CIA’nın Müslümanları!
Arslan Bulut
Yeniçağ
12 Ekim 2011
İngilizler Birinci Dünya Savaşı’nda Arapları nasıl kandırmıştı?
Bu konuyu Atatürk’ün hayatını “biyografik roman” tarzında yazan ve “Küçük Anılarda Büyük Sırlar” gibi muhteşem bir eser ortaya koyan Nurten Arslan’dan alıntı yaparak birkaç defa gündeme getirmiştim:
“İngilizlerin uydurduğu rivayete göre, tam altı yüz yıl evvel yaşamış Arap bilgini Muhiddini Arabi, büyük bir kehanette bulunmuştur.
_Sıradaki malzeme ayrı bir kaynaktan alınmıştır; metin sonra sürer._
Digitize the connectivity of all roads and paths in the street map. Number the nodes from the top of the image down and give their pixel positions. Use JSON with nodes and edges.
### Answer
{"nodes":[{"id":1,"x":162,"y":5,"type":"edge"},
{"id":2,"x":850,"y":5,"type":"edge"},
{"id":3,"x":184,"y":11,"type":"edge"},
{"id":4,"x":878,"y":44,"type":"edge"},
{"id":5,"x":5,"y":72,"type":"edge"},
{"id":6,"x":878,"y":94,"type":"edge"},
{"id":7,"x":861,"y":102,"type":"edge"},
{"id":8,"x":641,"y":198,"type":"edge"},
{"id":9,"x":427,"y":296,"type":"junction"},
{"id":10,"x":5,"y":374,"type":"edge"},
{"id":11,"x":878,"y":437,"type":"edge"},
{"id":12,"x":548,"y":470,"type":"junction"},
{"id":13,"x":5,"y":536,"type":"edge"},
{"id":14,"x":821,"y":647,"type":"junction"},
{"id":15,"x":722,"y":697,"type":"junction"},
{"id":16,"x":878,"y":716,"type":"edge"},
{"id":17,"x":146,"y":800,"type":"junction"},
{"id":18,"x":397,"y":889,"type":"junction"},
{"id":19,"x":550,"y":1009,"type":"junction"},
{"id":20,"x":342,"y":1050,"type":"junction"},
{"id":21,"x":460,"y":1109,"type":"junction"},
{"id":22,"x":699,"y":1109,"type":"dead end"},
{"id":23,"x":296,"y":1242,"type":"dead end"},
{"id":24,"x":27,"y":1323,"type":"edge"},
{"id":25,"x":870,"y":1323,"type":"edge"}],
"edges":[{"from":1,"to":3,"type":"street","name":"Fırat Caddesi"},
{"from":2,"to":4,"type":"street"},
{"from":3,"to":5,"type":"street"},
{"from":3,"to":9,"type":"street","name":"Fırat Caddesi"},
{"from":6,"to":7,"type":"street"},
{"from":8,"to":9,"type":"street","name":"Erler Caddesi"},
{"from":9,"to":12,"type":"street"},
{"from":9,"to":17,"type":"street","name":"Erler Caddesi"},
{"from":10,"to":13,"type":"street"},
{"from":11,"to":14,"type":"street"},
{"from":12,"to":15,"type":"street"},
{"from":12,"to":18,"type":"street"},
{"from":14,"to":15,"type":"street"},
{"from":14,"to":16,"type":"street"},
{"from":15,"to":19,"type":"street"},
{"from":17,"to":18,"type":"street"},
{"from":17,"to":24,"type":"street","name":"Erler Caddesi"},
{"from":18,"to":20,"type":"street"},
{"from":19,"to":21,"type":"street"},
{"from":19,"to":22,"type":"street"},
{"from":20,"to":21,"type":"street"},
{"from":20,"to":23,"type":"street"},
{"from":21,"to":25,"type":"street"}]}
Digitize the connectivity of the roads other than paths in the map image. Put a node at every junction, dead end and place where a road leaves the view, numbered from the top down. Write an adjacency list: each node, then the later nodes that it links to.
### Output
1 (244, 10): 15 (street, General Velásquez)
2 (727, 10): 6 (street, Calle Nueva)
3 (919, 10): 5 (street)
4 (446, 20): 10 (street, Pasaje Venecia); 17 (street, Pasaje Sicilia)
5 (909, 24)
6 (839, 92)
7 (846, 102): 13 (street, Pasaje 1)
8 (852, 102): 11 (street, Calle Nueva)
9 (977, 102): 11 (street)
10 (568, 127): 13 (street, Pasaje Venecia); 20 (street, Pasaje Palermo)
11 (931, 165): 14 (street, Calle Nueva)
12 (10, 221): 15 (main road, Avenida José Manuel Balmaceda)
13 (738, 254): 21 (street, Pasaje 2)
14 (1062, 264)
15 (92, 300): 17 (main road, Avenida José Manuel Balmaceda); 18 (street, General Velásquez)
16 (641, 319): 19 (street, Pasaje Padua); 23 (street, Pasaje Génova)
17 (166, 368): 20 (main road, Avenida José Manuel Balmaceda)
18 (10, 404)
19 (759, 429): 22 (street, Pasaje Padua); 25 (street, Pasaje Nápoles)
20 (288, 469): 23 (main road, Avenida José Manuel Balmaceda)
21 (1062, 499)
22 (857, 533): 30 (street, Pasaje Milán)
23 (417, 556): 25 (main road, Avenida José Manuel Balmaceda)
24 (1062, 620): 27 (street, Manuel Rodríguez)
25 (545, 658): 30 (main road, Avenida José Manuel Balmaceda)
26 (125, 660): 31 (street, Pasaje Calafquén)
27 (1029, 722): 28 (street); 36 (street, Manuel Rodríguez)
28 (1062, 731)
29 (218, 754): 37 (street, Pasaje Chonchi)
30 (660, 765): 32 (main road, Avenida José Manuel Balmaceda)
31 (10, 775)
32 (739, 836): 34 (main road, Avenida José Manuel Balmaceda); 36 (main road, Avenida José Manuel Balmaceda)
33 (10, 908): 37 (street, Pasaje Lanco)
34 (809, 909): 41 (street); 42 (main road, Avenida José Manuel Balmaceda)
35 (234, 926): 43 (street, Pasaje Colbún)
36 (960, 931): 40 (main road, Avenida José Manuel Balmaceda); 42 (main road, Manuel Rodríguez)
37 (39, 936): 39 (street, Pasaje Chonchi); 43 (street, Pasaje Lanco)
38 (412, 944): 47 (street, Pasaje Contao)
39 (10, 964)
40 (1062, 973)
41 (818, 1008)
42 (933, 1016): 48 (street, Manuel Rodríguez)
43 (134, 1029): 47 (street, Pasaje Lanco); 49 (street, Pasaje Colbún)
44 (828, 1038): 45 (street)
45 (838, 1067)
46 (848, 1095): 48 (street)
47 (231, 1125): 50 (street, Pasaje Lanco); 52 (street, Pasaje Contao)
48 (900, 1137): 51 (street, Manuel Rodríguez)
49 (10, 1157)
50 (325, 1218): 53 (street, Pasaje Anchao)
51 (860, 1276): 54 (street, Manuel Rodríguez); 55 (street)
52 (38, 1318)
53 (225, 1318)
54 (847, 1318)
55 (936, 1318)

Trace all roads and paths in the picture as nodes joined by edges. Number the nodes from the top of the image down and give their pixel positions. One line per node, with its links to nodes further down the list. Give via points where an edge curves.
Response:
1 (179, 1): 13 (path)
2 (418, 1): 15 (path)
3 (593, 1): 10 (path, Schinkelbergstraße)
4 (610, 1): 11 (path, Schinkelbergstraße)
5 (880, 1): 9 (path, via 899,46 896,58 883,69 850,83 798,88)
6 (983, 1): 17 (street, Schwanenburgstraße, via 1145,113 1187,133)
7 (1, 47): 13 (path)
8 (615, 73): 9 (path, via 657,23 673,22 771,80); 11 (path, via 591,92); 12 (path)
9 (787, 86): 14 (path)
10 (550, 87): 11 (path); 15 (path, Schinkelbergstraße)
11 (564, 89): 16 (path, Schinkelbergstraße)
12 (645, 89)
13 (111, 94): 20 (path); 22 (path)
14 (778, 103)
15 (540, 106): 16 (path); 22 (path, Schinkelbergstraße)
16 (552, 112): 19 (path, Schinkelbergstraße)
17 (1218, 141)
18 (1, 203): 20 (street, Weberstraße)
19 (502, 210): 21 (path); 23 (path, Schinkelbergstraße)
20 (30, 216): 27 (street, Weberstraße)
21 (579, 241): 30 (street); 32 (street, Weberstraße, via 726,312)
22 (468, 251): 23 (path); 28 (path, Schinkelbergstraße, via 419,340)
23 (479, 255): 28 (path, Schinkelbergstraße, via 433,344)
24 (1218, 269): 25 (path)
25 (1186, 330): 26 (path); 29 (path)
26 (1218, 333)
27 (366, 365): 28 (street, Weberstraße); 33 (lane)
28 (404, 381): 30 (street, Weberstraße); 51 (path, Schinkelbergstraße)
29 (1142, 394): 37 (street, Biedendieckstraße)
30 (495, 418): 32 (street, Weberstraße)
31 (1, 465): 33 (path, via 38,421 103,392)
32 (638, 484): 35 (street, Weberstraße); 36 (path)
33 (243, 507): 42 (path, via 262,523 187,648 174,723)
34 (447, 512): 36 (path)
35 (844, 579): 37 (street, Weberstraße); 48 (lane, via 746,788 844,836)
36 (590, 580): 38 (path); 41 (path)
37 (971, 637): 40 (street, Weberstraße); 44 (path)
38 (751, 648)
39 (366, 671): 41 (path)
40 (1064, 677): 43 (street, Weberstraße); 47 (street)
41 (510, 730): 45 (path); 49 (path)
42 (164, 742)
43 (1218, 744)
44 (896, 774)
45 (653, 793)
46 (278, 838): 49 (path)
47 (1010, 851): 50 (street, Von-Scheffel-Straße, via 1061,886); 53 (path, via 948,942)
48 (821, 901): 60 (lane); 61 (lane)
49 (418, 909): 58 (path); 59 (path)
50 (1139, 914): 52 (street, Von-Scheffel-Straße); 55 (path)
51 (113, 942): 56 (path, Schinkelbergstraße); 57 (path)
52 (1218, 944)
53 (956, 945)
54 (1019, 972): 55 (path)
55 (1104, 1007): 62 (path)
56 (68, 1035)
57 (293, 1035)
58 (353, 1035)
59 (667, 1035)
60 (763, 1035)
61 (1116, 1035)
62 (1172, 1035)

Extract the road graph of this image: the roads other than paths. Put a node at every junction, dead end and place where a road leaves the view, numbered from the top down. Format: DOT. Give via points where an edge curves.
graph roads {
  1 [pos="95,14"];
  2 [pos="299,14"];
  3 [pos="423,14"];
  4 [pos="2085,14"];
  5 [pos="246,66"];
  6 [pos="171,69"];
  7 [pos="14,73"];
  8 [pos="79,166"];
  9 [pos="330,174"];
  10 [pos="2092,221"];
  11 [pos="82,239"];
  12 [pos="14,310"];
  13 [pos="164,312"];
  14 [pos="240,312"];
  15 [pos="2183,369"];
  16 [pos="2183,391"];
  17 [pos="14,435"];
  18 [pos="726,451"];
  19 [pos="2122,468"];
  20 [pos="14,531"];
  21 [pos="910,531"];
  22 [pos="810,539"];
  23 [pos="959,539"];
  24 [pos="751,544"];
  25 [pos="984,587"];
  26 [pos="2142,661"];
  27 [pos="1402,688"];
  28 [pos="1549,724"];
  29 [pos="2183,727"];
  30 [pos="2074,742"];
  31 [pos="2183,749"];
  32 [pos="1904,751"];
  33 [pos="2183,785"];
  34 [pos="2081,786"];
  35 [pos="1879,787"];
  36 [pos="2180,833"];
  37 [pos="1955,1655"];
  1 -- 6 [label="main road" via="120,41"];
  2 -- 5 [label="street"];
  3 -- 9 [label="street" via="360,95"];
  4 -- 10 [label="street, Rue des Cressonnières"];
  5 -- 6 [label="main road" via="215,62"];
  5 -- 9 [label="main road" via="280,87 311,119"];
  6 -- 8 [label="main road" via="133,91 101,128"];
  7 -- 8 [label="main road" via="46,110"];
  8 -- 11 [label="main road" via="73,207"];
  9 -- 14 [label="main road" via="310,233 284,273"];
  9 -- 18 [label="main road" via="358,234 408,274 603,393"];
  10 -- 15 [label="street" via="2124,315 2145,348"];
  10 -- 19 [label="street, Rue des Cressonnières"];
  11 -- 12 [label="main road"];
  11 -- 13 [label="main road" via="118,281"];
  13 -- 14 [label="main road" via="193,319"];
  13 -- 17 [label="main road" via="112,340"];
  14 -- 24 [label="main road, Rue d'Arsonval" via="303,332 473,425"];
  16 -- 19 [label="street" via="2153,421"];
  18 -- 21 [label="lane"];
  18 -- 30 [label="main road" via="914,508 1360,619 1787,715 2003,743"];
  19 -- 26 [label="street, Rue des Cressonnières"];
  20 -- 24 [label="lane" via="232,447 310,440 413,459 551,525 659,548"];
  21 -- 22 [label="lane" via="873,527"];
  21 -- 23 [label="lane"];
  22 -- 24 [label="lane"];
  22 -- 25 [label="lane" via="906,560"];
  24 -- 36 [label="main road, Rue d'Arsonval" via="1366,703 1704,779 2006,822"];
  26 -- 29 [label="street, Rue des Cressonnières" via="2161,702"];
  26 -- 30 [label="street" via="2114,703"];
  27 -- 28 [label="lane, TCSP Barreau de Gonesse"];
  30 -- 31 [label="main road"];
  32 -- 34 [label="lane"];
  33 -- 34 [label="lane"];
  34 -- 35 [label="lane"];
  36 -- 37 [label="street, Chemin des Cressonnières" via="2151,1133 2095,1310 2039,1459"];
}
Bu kehanete göre, ‘Çöle tatlı su aktığı zaman yeni bir nebi gelecek ve Araplar hürriyete kavuşacaktır.’
Senaryo adım adım sahneye konulur.
Önce Muhiddini Arabi’nin Nil’den çöle su geleceğini söylediği bir ay kadar işlenir. Rivayet Muhittin Arabi’ye ait gibi gösterilince hemen herkes inanır.
Bir süre sonra İngiliz ajanlar, ‘Nil’den çöle su geldiğinde, yeni bir peygamberin geleceğini’ yaymaya başlar.
Üçüncü adımda, Arabi’nin ‘Nil’den çöle su geldiğinde, yeni bir peygamber gelecek ve Arapları hürriyetine kavuşturacaktır’ dediği işlenmeye başlanır.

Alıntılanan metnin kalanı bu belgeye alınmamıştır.